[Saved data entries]
# # #

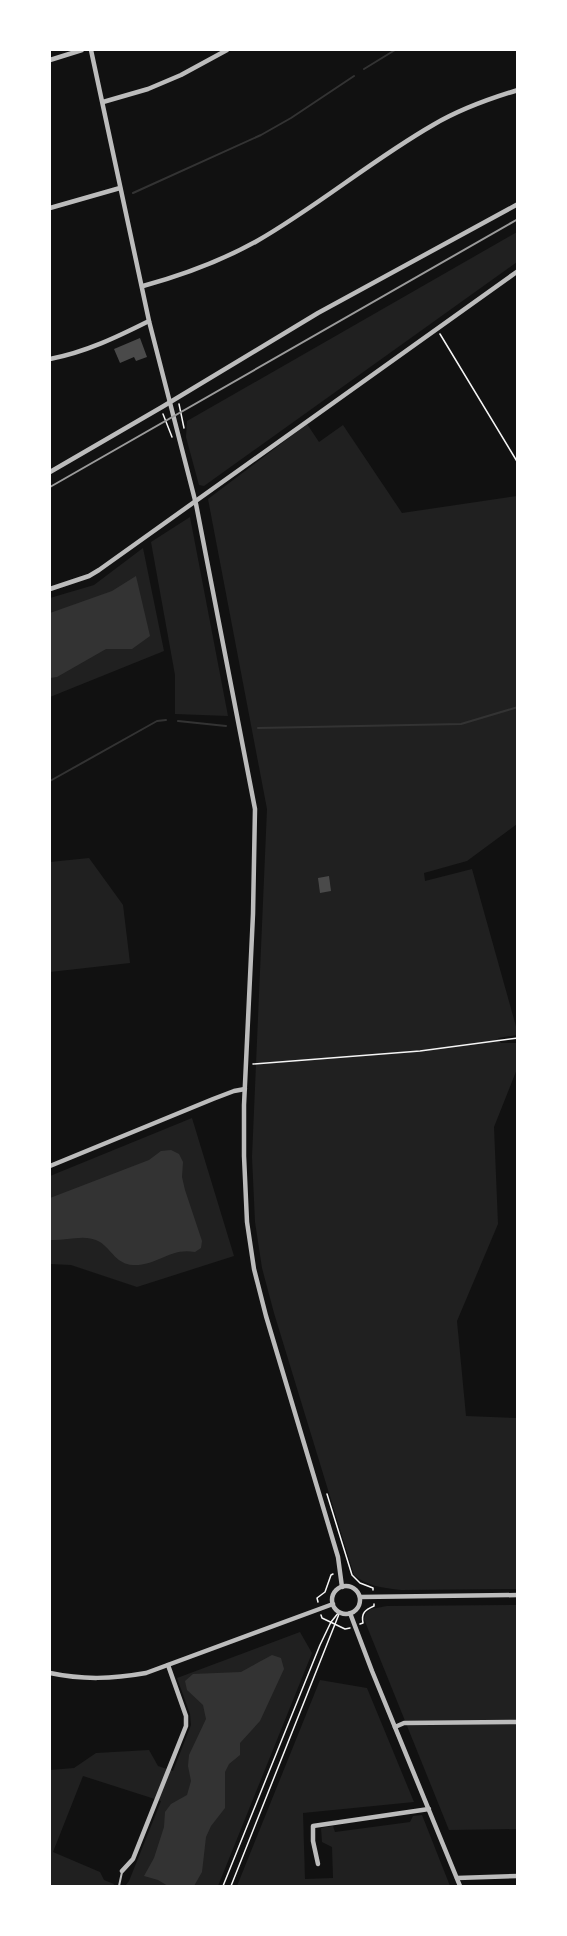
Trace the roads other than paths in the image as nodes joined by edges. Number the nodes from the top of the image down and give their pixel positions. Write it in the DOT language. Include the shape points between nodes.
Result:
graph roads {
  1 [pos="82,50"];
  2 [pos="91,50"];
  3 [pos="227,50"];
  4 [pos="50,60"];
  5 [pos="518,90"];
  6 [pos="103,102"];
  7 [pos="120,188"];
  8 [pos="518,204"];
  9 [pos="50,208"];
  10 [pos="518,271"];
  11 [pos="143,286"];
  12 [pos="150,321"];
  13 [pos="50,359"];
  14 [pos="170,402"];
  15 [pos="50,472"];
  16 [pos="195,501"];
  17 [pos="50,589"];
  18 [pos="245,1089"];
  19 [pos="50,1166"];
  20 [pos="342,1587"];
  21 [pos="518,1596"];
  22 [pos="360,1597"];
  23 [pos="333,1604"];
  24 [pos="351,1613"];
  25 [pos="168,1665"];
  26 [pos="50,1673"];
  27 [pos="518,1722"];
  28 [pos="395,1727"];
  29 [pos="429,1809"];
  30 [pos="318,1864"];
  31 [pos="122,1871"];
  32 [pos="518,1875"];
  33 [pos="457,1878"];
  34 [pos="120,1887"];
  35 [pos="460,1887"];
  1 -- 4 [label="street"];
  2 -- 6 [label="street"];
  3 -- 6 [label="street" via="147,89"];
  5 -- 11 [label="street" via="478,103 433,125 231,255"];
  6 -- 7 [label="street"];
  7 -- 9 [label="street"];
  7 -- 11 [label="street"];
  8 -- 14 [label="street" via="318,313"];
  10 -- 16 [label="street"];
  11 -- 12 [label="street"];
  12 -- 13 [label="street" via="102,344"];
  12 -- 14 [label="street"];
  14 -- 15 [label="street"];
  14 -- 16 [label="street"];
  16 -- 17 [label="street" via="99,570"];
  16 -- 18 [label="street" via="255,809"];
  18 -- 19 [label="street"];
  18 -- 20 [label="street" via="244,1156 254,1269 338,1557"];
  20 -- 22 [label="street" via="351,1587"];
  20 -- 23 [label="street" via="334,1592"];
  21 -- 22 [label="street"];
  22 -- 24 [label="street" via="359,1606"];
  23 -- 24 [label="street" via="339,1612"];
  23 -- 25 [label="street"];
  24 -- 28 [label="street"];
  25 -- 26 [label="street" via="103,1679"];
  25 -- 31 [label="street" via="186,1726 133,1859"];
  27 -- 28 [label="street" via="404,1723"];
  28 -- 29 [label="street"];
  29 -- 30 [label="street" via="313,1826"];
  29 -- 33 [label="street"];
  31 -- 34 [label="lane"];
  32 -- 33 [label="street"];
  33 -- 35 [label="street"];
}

# # #

## PROBLEM TO SOLVE
Since the pictures are not wanted, set down only the rest of each record, exactly as above.

## RESULT
Trace the roads other than paths in the image as nodes joined by edges. Number the nodes from the top of the image down and give their pixel positions. Write it in the DOT language. Include the shape points between nodes.
Result:
graph roads {
  1 [pos="82,50"];
  2 [pos="91,50"];
  3 [pos="227,50"];
  4 [pos="50,60"];
  5 [pos="518,90"];
  6 [pos="103,102"];
  7 [pos="120,188"];
  8 [pos="518,204"];
  9 [pos="50,208"];
  10 [pos="518,271"];
  11 [pos="143,286"];
  12 [pos="150,321"];
  13 [pos="50,359"];
  14 [pos="170,402"];
  15 [pos="50,472"];
  16 [pos="195,501"];
  17 [pos="50,589"];
  18 [pos="245,1089"];
  19 [pos="50,1166"];
  20 [pos="342,1587"];
  21 [pos="518,1596"];
  22 [pos="360,1597"];
  23 [pos="333,1604"];
  24 [pos="351,1613"];
  25 [pos="168,1665"];
  26 [pos="50,1673"];
  27 [pos="518,1722"];
  28 [pos="395,1727"];
  29 [pos="429,1809"];
  30 [pos="318,1864"];
  31 [pos="122,1871"];
  32 [pos="518,1875"];
  33 [pos="457,1878"];
  34 [pos="120,1887"];
  35 [pos="460,1887"];
  1 -- 4 [label="street"];
  2 -- 6 [label="street"];
  3 -- 6 [label="street" via="147,89"];
  5 -- 11 [label="street" via="478,103 433,125 231,255"];
  6 -- 7 [label="street"];
  7 -- 9 [label="street"];
  7 -- 11 [label="street"];
  8 -- 14 [label="street" via="318,313"];
  10 -- 16 [label="street"];
  11 -- 12 [label="street"];
  12 -- 13 [label="street" via="102,344"];
  12 -- 14 [label="street"];
  14 -- 15 [label="street"];
  14 -- 16 [label="street"];
  16 -- 17 [label="street" via="99,570"];
  16 -- 18 [label="street" via="255,809"];
  18 -- 19 [label="street"];
  18 -- 20 [label="street" via="244,1156 254,1269 338,1557"];
  20 -- 22 [label="street" via="351,1587"];
  20 -- 23 [label="street" via="334,1592"];
  21 -- 22 [label="street"];
  22 -- 24 [label="street" via="359,1606"];
  23 -- 24 [label="street" via="339,1612"];
  23 -- 25 [label="street"];
  24 -- 28 [label="street"];
  25 -- 26 [label="street" via="103,1679"];
  25 -- 31 [label="street" via="186,1726 133,1859"];
  27 -- 28 [label="street" via="404,1723"];
  28 -- 29 [label="street"];
  29 -- 30 [label="street" via="313,1826"];
  29 -- 33 [label="street"];
  31 -- 34 [label="lane"];
  32 -- 33 [label="street"];
  33 -- 35 [label="street"];
}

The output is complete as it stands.